**MATERIAL FOR THIS TASK:**
· · · · ·

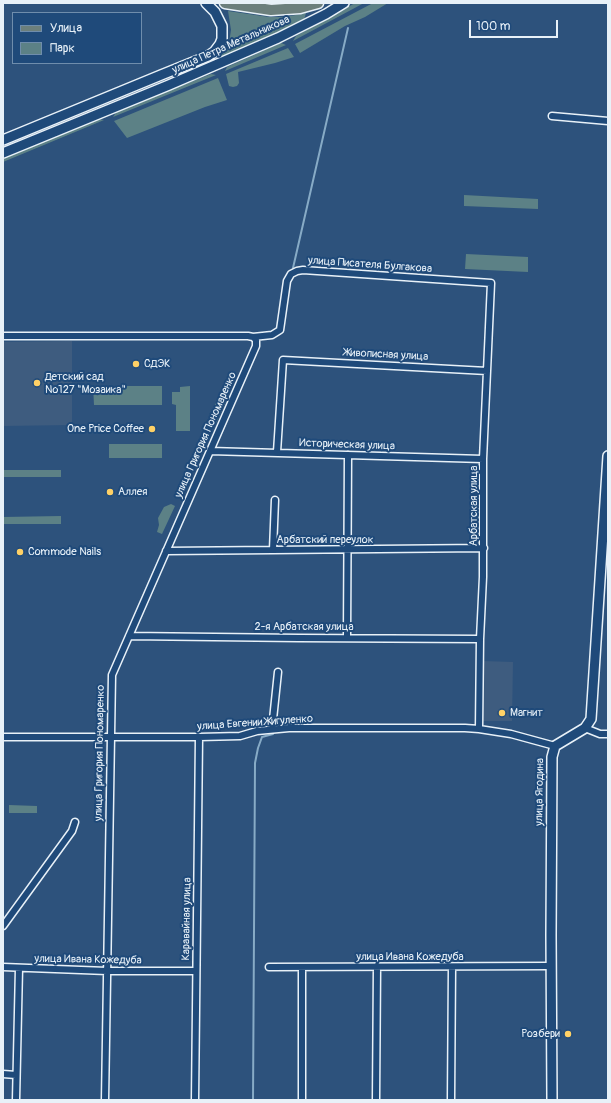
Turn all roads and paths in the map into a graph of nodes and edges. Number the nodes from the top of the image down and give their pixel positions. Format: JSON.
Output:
{"nodes":[{"id":1,"x":206,"y":3,"type":"edge"},
{"id":2,"x":225,"y":3,"type":"edge"},
{"id":3,"x":318,"y":3,"type":"edge"},
{"id":4,"x":344,"y":3,"type":"edge"},
{"id":5,"x":161,"y":75,"type":"junction"},
{"id":6,"x":169,"y":85,"type":"junction"},
{"id":7,"x":552,"y":116,"type":"dead end"},
{"id":8,"x":608,"y":121,"type":"edge"},
{"id":9,"x":3,"y":140,"type":"edge"},
{"id":10,"x":3,"y":153,"type":"edge"},
{"id":11,"x":491,"y":283,"type":"joint"},
{"id":12,"x":3,"y":336,"type":"edge"},
{"id":13,"x":255,"y":339,"type":"junction"},
{"id":14,"x":487,"y":370,"type":"junction"},
{"id":15,"x":210,"y":451,"type":"junction"},
{"id":16,"x":277,"y":452,"type":"junction"},
{"id":17,"x":348,"y":455,"type":"junction"},
{"id":18,"x":608,"y":456,"type":"edge"},
{"id":19,"x":483,"y":459,"type":"junction"},
{"id":20,"x":275,"y":500,"type":"dead end"},
{"id":21,"x":484,"y":548,"type":"junction"},
{"id":22,"x":274,"y":550,"type":"junction"},
{"id":23,"x":347,"y":550,"type":"junction"},
{"id":24,"x":166,"y":551,"type":"junction"},
{"id":25,"x":129,"y":636,"type":"junction"},
{"id":26,"x":346,"y":637,"type":"junction"},
{"id":27,"x":480,"y":638,"type":"junction"},
{"id":28,"x":278,"y":672,"type":"dead end"},
{"id":29,"x":585,"y":728,"type":"junction"},
{"id":30,"x":272,"y":729,"type":"junction"},
{"id":31,"x":479,"y":729,"type":"junction"},
{"id":32,"x":608,"y":734,"type":"edge"},
{"id":33,"x":3,"y":736,"type":"edge"},
{"id":34,"x":199,"y":737,"type":"junction"},
{"id":35,"x":111,"y":738,"type":"junction"},
{"id":36,"x":555,"y":746,"type":"junction"},
{"id":37,"x":75,"y":822,"type":"dead end"},
{"id":38,"x":3,"y":926,"type":"edge"},
{"id":39,"x":377,"y":966,"type":"junction"},
{"id":40,"x":551,"y":966,"type":"junction"},
{"id":41,"x":3,"y":967,"type":"edge"},
{"id":42,"x":269,"y":967,"type":"dead end"},
{"id":43,"x":302,"y":967,"type":"junction"},
{"id":44,"x":452,"y":967,"type":"junction"},
{"id":45,"x":19,"y":968,"type":"junction"},
{"id":46,"x":107,"y":971,"type":"junction"},
{"id":47,"x":196,"y":971,"type":"junction"},
{"id":48,"x":3,"y":1074,"type":"edge"},
{"id":49,"x":16,"y":1074,"type":"junction"},
{"id":50,"x":16,"y":1100,"type":"edge"},
{"id":51,"x":105,"y":1100,"type":"edge"},
{"id":52,"x":195,"y":1100,"type":"edge"},
{"id":53,"x":302,"y":1100,"type":"edge"},
{"id":54,"x":376,"y":1100,"type":"edge"},
{"id":55,"x":452,"y":1100,"type":"edge"},
{"id":56,"x":552,"y":1100,"type":"edge"}],
"edges":[{"from":1,"to":5,"type":"main road","name":"улица Петра Метальникова"},
{"from":2,"to":3,"type":"main road"},
{"from":4,"to":6,"type":"main road","name":"улица Петра Метальникова"},
{"from":5,"to":6,"type":"main road","name":"улица Петра Метальникова"},
{"from":5,"to":9,"type":"main road","name":"улица Петра Метальникова"},
{"from":6,"to":10,"type":"main road","name":"улица Петра Метальникова"},
{"from":7,"to":8,"type":"street"},
{"from":11,"to":13,"type":"street","name":"улица Писателя Булгакова"},
{"from":11,"to":14,"type":"street","name":"Арбатская улица"},
{"from":12,"to":13,"type":"street"},
{"from":13,"to":15,"type":"street","name":"улица Григория Пономаренко"},
{"from":14,"to":16,"type":"street","name":"Живописная улица"},
{"from":14,"to":19,"type":"street","name":"Арбатская улица"},
{"from":15,"to":16,"type":"street","name":"Историческая улица"},
{"from":15,"to":24,"type":"street","name":"улица Григория Пономаренко"},
{"from":16,"to":17,"type":"street","name":"Историческая улица"},
{"from":17,"to":19,"type":"street","name":"Историческая улица"},
{"from":17,"to":23,"type":"street"},
{"from":18,"to":29,"type":"main road"},
{"from":19,"to":21,"type":"street","name":"Арбатская улица"},
{"from":20,"to":22,"type":"street"},
{"from":21,"to":23,"type":"street","name":"Арбатский переулок"},
{"from":21,"to":27,"type":"street","name":"Арбатская улица"},
{"from":22,"to":23,"type":"street","name":"Арбатский переулок"},
{"from":22,"to":24,"type":"street","name":"Арбатский переулок"},
{"from":23,"to":26,"type":"street"},
{"from":24,"to":25,"type":"street","name":"улица Григория Пономаренко"},
{"from":25,"to":26,"type":"street","name":"2-я Арбатская улица"},
{"from":25,"to":35,"type":"street","name":"улица Григория Пономаренко"},
{"from":26,"to":27,"type":"street","name":"2-я Арбатская улица"},
{"from":27,"to":31,"type":"street","name":"Арбатская улица"},
{"from":28,"to":30,"type":"street"},
{"from":29,"to":32,"type":"street"},
{"from":29,"to":36,"type":"main road","name":"улица Ягодина"},
{"from":30,"to":31,"type":"street","name":"улица Евгении Жигуленко"},
{"from":30,"to":34,"type":"street","name":"улица Евгении Жигуленко"},
{"from":31,"to":36,"type":"street","name":"улица Евгении Жигуленко"},
{"from":33,"to":35,"type":"street","name":"улица Евгении Жигуленко"},
{"from":34,"to":35,"type":"street","name":"улица Евгении Жигуленко"},
{"from":34,"to":47,"type":"street","name":"Каравайная улица"},
{"from":35,"to":46,"type":"street","name":"улица Григория Пономаренко"},
{"from":36,"to":40,"type":"main road","name":"улица Ягодина"},
{"from":37,"to":38,"type":"street"},
{"from":39,"to":43,"type":"street","name":"улица Ивана Кожедуба"},
{"from":39,"to":44,"type":"street","name":"улица Ивана Кожедуба"},
{"from":39,"to":54,"type":"street"},
{"from":40,"to":44,"type":"street","name":"улица Ивана Кожедуба"},
{"from":40,"to":56,"type":"main road","name":"улица Ягодина"},
{"from":41,"to":45,"type":"street","name":"улица Ивана Кожедуба"},
{"from":42,"to":43,"type":"street","name":"улица Ивана Кожедуба"},
{"from":43,"to":53,"type":"street"},
{"from":44,"to":55,"type":"street"},
{"from":45,"to":46,"type":"street","name":"улица Ивана Кожедуба"},
{"from":45,"to":49,"type":"street"},
{"from":46,"to":47,"type":"street","name":"улица Ивана Кожедуба"},
{"from":46,"to":51,"type":"street","name":"улица Григория Пономаренко"},
{"from":47,"to":52,"type":"street","name":"Каравайная улица"},
{"from":48,"to":49,"type":"street"},
{"from":49,"to":50,"type":"street"}]}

· · · · ·

**YOUR OBJECTIVE:** Report the number of lines in the records above that include "переулок", leaving out any other words.

**THE COMPLETED TASK:** 3